WHAT TO DO
Each record below needs to be reproduced precisely, though not its pictures.

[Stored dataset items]
== Segment start ==

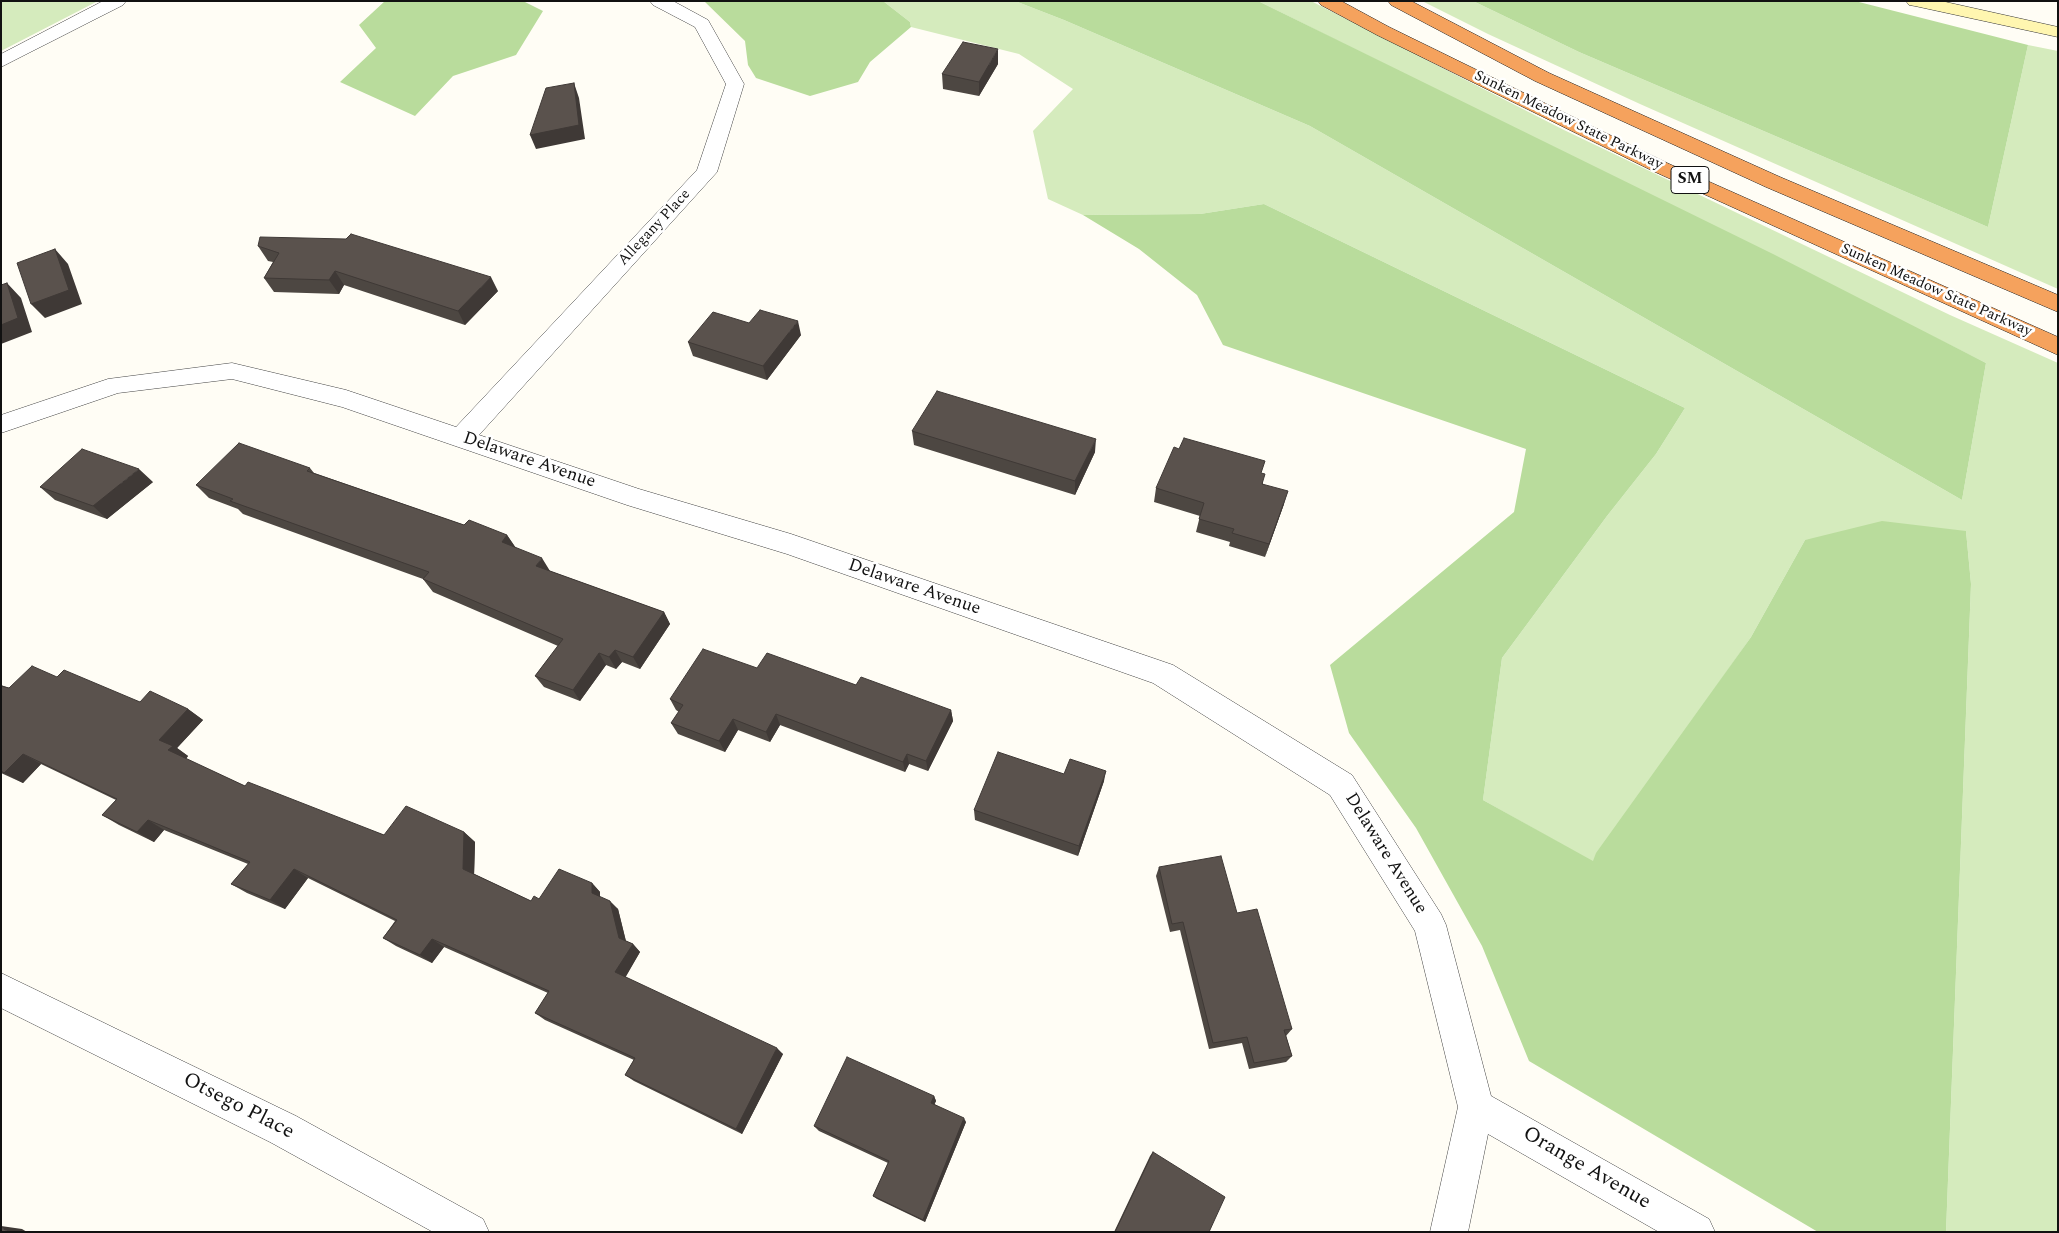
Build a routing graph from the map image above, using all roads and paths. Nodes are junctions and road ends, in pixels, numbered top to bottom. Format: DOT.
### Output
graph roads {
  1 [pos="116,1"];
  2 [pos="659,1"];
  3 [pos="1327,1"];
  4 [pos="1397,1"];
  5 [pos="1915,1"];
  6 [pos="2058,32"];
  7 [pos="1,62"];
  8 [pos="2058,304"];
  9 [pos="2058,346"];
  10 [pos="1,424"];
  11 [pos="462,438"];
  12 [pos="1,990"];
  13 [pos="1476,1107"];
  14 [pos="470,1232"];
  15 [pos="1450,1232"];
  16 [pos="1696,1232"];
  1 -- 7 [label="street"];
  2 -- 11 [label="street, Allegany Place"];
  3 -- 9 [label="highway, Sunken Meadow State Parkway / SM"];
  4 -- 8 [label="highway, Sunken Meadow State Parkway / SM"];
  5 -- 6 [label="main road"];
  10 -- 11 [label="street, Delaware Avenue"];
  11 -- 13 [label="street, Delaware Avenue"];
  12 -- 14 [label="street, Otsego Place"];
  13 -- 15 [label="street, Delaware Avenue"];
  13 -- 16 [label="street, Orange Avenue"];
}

== Segment end ==

ANSWER BELOW
Build a routing graph from the map image above, using all roads and paths. Nodes are junctions and road ends, in pixels, numbered top to bottom. Format: DOT.
### Output
graph roads {
  1 [pos="116,1"];
  2 [pos="659,1"];
  3 [pos="1327,1"];
  4 [pos="1397,1"];
  5 [pos="1915,1"];
  6 [pos="2058,32"];
  7 [pos="1,62"];
  8 [pos="2058,304"];
  9 [pos="2058,346"];
  10 [pos="1,424"];
  11 [pos="462,438"];
  12 [pos="1,990"];
  13 [pos="1476,1107"];
  14 [pos="470,1232"];
  15 [pos="1450,1232"];
  16 [pos="1696,1232"];
  1 -- 7 [label="street"];
  2 -- 11 [label="street, Allegany Place"];
  3 -- 9 [label="highway, Sunken Meadow State Parkway / SM"];
  4 -- 8 [label="highway, Sunken Meadow State Parkway / SM"];
  5 -- 6 [label="main road"];
  10 -- 11 [label="street, Delaware Avenue"];
  11 -- 13 [label="street, Delaware Avenue"];
  12 -- 14 [label="street, Otsego Place"];
  13 -- 15 [label="street, Delaware Avenue"];
  13 -- 16 [label="street, Orange Avenue"];
}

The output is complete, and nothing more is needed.